What to do: Only the count is wanted here: how many lines of the entries hold the string "García"?

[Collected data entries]
-------

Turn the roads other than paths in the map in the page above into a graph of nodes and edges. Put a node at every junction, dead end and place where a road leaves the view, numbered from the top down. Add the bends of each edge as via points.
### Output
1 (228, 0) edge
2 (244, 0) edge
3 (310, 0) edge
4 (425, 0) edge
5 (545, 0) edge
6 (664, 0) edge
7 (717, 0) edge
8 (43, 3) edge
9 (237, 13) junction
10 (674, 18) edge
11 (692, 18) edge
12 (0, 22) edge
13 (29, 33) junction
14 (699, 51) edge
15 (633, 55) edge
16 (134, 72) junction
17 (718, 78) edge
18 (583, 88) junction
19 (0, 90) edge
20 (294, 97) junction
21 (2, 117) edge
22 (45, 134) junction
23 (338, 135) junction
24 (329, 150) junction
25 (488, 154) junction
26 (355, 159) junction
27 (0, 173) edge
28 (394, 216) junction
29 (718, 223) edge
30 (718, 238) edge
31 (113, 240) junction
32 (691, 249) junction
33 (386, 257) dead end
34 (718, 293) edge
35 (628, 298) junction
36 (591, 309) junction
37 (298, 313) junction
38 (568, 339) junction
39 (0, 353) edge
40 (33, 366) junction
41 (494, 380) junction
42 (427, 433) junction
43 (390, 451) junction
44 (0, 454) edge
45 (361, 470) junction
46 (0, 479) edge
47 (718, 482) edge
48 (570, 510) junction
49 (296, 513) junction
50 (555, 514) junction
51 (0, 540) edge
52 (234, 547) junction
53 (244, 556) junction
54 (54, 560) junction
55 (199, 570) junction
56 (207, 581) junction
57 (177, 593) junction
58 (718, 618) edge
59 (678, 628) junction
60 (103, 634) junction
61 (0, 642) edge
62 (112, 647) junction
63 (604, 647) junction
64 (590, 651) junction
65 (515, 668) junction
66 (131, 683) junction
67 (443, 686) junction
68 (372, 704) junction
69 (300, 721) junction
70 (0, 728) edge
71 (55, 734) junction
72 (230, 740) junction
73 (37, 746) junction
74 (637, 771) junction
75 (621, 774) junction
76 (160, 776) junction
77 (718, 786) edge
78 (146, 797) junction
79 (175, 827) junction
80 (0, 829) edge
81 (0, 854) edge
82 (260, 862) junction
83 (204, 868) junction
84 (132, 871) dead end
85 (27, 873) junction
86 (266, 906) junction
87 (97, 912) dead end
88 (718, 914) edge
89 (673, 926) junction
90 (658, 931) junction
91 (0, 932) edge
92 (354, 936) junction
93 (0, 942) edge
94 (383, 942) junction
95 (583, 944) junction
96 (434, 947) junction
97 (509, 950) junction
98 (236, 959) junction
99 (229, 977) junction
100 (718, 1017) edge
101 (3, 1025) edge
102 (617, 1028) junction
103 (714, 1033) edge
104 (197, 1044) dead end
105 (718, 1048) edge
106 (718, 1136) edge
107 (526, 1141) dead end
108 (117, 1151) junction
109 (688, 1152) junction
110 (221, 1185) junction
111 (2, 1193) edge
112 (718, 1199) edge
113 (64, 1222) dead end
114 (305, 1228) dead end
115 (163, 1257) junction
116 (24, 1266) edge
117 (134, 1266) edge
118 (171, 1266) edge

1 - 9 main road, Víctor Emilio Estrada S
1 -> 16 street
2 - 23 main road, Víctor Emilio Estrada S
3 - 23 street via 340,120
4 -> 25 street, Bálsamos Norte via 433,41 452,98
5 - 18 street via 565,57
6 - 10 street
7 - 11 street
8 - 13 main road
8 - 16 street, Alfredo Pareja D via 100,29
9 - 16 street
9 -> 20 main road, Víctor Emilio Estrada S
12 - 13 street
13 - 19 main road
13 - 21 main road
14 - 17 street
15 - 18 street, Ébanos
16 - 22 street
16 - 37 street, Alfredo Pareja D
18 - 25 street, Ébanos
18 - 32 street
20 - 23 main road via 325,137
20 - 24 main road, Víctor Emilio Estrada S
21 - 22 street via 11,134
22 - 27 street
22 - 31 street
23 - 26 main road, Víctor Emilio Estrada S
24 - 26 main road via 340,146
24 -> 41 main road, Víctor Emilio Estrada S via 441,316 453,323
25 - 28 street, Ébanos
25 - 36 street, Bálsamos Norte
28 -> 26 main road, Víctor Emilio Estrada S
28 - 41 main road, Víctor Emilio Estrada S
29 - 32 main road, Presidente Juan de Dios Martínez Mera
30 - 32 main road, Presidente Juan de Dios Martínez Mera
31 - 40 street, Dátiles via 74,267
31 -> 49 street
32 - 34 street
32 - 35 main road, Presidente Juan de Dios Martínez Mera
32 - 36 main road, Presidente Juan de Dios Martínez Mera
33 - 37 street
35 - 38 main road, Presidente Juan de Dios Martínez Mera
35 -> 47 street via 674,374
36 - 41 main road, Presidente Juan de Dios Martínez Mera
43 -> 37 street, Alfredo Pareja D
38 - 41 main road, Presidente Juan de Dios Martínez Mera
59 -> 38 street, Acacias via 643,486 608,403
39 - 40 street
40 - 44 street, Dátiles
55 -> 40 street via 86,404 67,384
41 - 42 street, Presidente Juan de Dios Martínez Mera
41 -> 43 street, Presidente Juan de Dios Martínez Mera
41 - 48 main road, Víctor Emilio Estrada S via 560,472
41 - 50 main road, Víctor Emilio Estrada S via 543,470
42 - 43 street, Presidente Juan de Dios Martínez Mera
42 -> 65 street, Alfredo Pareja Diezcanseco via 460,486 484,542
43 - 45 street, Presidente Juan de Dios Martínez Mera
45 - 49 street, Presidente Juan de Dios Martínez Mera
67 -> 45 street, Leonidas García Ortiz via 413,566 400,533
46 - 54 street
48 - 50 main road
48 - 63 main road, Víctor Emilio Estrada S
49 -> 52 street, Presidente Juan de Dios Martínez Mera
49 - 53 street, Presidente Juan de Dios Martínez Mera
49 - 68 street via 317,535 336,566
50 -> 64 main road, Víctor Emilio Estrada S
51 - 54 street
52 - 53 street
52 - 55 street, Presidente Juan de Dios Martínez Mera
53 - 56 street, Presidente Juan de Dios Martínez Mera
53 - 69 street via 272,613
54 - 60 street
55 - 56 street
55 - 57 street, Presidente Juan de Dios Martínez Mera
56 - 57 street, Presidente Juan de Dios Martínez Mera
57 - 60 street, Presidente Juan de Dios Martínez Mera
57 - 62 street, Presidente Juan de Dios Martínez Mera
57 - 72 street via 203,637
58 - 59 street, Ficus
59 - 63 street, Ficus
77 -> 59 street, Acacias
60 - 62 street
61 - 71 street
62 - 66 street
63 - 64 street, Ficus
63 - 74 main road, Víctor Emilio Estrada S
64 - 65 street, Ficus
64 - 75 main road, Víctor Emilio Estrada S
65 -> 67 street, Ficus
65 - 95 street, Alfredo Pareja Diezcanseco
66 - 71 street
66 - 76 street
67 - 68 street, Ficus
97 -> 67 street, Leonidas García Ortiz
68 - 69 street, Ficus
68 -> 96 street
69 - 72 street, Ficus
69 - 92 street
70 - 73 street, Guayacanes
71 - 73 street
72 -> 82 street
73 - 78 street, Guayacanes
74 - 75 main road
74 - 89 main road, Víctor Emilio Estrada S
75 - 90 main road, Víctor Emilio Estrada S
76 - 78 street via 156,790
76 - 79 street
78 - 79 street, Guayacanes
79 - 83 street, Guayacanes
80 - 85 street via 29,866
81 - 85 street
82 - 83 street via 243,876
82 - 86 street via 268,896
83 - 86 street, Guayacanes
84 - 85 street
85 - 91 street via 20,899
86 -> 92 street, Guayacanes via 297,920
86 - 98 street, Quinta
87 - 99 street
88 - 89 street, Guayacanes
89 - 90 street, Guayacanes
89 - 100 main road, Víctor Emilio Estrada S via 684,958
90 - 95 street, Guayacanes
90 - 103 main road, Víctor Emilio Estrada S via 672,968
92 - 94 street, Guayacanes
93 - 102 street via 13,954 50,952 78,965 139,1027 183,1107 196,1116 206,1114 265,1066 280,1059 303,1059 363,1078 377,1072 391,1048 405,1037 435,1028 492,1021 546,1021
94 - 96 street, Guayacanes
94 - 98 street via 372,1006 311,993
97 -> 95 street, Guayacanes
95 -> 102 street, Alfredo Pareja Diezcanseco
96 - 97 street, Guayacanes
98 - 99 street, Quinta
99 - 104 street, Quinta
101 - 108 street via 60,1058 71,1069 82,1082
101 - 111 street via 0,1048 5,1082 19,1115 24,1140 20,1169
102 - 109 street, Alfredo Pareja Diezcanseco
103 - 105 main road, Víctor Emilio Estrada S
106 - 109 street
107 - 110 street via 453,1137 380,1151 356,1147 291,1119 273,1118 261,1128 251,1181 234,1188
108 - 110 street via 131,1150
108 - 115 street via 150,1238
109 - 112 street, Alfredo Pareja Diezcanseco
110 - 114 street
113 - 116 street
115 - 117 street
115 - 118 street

-------

Reply to the task: 2